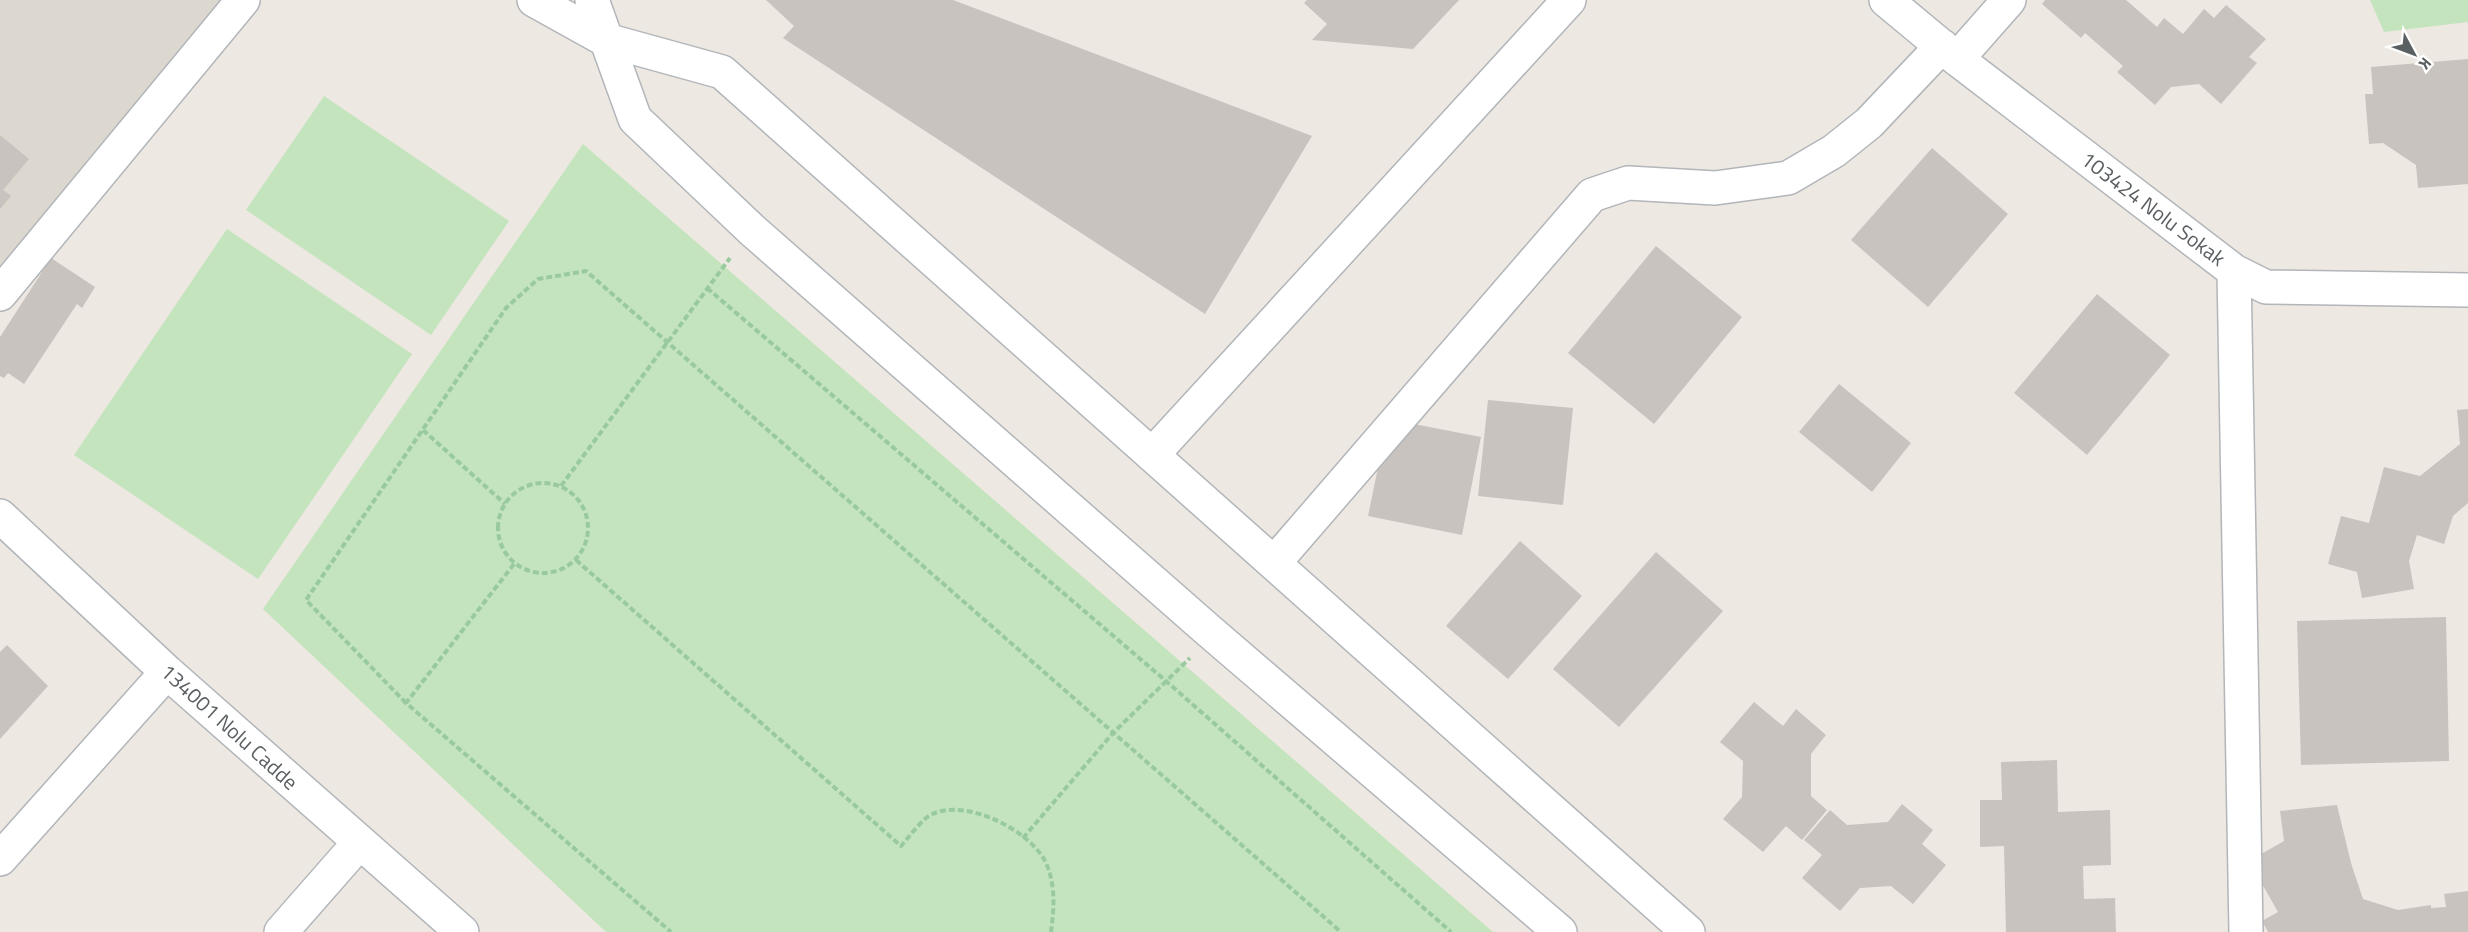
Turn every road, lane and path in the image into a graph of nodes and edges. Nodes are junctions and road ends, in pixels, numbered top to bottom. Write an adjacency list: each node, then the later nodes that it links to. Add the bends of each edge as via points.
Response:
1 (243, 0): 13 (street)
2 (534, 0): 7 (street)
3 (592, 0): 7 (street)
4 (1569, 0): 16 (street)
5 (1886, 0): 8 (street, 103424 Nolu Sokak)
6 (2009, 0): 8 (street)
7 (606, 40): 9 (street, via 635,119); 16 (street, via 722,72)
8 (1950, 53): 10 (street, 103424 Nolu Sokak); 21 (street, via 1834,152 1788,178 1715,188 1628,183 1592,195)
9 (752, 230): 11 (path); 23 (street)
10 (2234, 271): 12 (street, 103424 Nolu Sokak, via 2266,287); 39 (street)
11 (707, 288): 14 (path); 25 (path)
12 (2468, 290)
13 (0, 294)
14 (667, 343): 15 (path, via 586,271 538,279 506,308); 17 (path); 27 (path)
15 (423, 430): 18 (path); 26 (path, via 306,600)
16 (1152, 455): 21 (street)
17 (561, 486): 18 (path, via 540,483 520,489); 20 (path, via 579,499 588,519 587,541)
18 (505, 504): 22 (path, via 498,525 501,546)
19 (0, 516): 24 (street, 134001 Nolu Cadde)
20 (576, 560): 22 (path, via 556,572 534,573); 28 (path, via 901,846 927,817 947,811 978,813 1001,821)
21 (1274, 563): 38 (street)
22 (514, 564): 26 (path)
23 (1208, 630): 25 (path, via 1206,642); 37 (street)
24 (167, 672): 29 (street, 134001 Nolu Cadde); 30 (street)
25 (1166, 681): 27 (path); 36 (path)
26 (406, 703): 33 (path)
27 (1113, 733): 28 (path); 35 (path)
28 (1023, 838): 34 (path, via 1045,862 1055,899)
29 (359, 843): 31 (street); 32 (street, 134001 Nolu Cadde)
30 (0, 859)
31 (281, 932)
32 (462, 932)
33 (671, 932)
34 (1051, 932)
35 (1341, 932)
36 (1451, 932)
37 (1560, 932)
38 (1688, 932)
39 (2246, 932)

━━━━

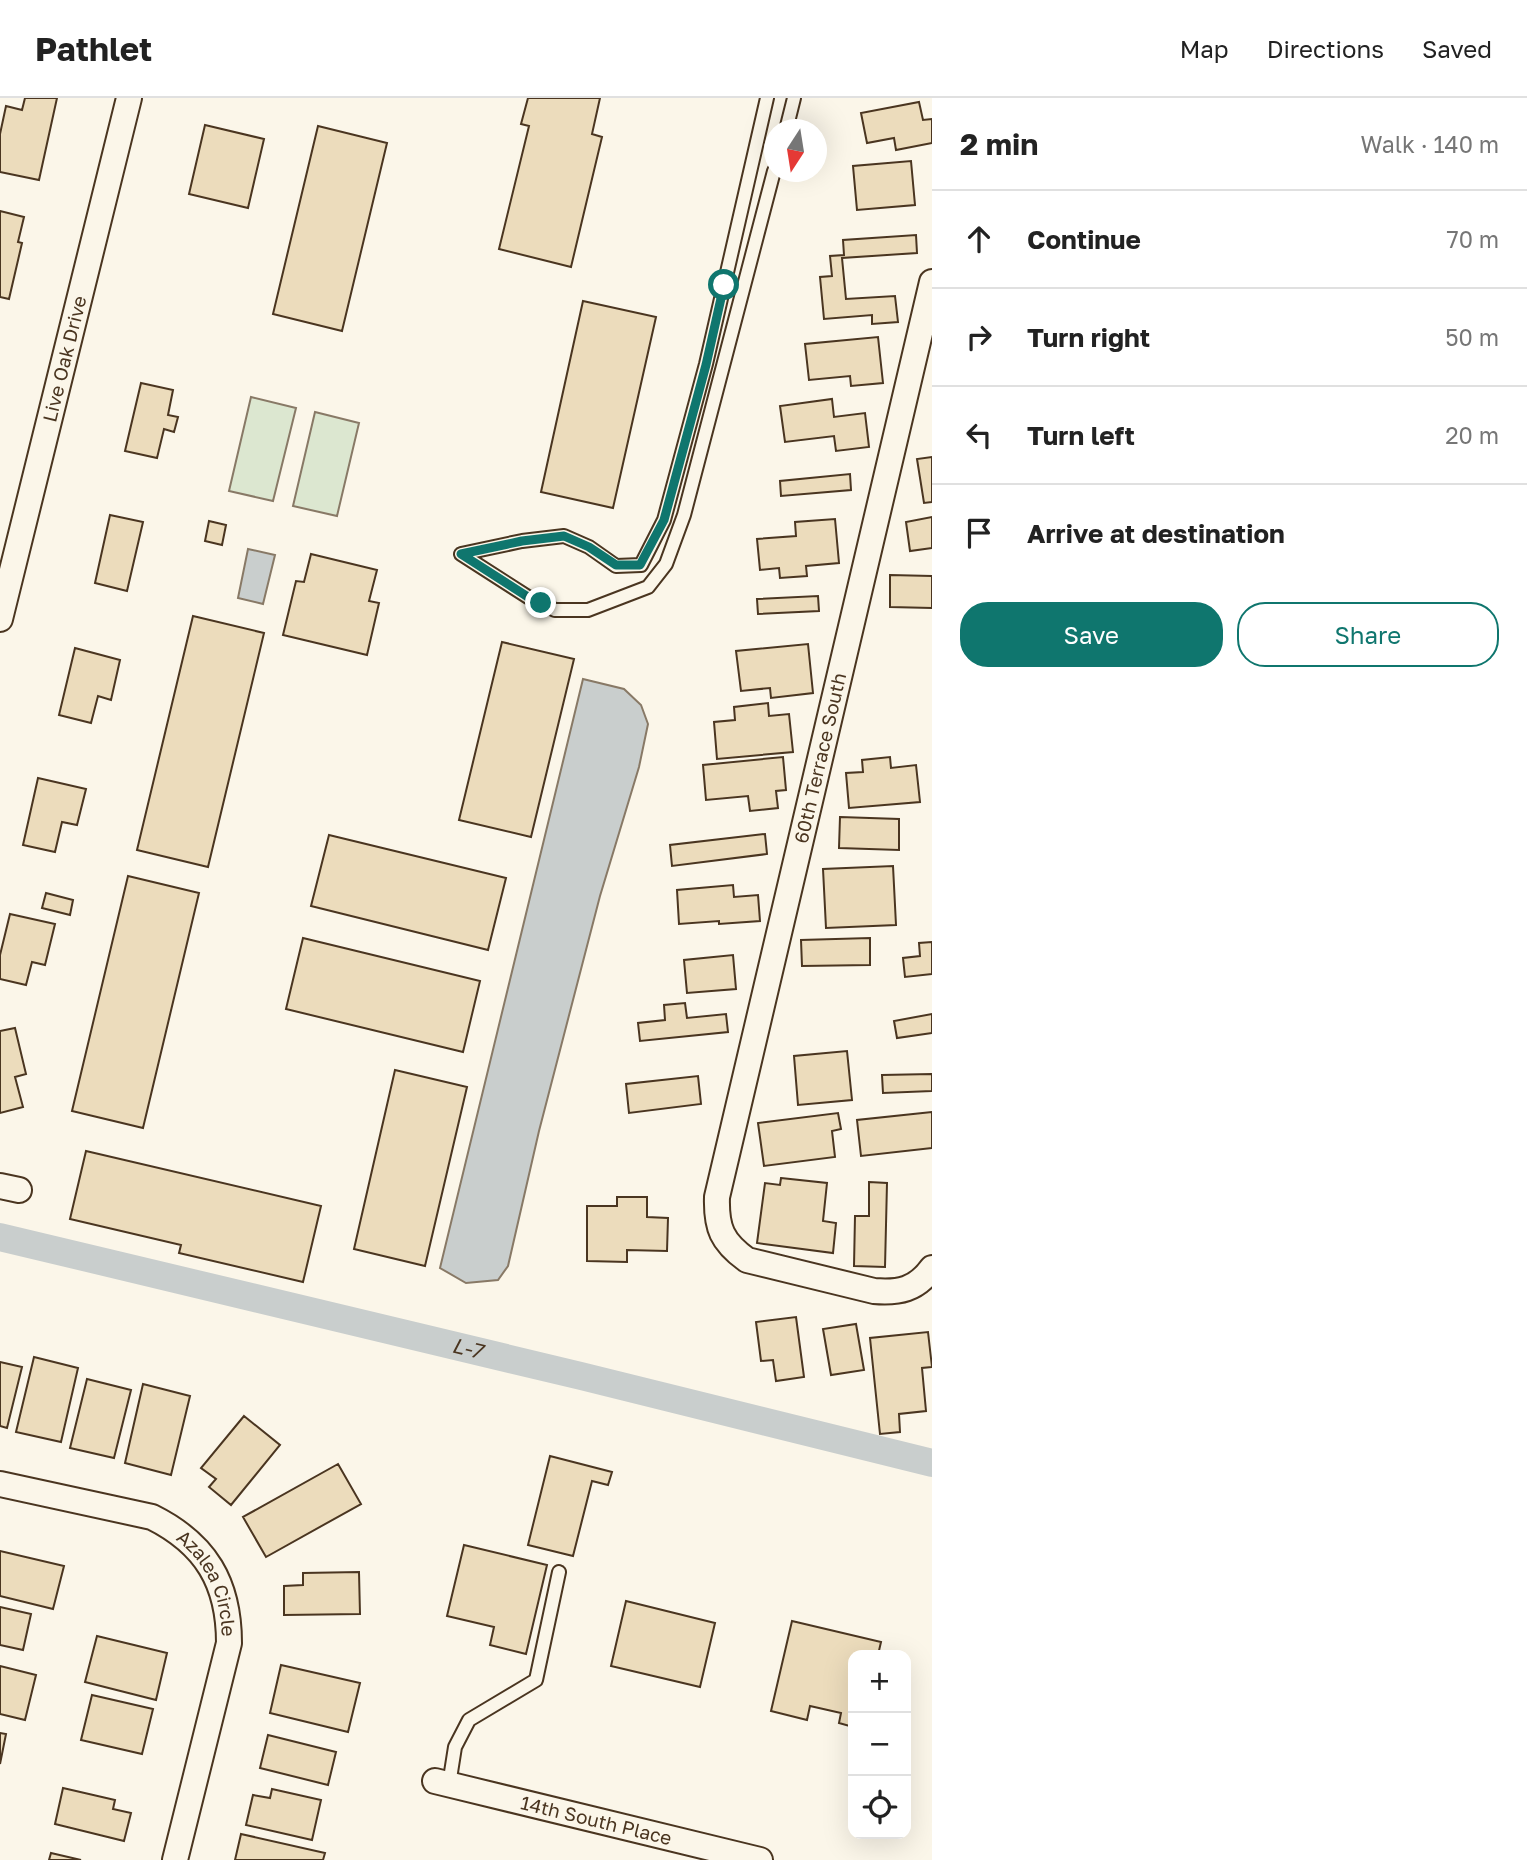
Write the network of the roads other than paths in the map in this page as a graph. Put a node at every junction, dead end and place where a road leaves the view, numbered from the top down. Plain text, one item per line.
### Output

━━━━

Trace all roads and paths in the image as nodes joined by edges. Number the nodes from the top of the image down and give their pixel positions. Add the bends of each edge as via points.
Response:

━━━━

● Your assignment
Select, from the listing, all lines that include the word "paths".

● Answer to this exercise
Write the network of the roads other than paths in the map in this page as a graph. Put a node at every junction, dead end and place where a road leaves the view, numbered from the top down. Plain text, one item per line.
Trace all roads and paths in the image as nodes joined by edges. Number the nodes from the top of the image down and give their pixel positions. Add the bends of each edge as via points.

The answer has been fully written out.